Collected data>
◆ ◆ ◆

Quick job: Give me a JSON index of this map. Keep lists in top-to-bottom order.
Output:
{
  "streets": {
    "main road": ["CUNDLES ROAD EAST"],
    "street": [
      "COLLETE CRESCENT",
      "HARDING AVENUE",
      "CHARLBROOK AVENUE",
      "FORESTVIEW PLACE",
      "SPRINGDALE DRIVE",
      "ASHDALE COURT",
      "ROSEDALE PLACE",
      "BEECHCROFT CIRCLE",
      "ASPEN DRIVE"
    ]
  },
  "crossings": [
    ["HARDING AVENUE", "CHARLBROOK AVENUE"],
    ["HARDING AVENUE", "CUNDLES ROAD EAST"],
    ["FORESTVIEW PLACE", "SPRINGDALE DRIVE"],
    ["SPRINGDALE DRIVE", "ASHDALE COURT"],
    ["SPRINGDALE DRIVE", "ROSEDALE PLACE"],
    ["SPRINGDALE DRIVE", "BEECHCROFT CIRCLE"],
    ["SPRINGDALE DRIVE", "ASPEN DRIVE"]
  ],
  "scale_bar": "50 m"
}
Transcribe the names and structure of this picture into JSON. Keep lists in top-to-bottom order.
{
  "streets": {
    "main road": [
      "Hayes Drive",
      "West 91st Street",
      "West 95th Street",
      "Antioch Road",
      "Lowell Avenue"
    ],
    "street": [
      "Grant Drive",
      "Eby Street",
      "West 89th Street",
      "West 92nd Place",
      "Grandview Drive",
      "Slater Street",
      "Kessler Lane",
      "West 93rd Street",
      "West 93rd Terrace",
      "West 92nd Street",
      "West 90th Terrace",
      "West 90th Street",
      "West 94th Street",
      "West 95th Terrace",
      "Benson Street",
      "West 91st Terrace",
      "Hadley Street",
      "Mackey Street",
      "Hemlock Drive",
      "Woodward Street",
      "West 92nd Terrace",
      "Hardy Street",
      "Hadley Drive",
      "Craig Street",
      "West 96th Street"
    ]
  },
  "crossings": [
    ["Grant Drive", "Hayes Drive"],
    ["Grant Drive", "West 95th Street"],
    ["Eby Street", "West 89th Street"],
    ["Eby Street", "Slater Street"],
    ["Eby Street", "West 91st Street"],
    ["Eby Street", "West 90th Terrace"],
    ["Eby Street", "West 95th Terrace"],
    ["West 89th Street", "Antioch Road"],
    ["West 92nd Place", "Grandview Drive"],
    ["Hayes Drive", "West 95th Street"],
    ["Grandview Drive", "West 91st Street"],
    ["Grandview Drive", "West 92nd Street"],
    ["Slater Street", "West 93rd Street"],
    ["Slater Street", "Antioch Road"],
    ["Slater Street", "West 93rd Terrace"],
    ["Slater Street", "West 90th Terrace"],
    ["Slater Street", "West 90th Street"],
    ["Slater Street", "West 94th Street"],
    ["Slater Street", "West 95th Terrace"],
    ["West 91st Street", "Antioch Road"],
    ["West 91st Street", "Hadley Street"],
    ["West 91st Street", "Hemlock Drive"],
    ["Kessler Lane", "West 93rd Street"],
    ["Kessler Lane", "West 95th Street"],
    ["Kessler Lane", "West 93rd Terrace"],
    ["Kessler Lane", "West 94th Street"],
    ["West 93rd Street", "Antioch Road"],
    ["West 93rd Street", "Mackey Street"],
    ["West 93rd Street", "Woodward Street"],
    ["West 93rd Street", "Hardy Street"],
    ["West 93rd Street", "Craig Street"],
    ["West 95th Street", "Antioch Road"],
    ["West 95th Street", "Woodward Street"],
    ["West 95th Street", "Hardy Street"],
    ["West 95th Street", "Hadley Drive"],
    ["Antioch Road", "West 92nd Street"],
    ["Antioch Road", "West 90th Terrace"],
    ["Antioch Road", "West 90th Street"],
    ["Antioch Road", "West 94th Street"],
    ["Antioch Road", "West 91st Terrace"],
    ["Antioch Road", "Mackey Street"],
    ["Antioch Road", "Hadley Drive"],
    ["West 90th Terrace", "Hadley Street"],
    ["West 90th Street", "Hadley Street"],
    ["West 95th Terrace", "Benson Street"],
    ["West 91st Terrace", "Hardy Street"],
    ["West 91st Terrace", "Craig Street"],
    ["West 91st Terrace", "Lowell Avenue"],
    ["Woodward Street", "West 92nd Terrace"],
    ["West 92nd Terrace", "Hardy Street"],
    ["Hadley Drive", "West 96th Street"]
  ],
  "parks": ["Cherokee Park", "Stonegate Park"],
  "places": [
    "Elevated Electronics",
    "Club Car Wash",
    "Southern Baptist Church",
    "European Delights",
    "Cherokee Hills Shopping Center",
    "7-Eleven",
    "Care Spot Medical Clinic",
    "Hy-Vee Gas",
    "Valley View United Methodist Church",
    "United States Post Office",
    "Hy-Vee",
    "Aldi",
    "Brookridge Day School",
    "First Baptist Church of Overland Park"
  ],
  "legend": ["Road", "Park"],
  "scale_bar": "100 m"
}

◆ ◆ ◆

What the task requires> Based on the entries above, please count how many lines contain the string "bottom", and reply with the figure only.

Solution to this task> 2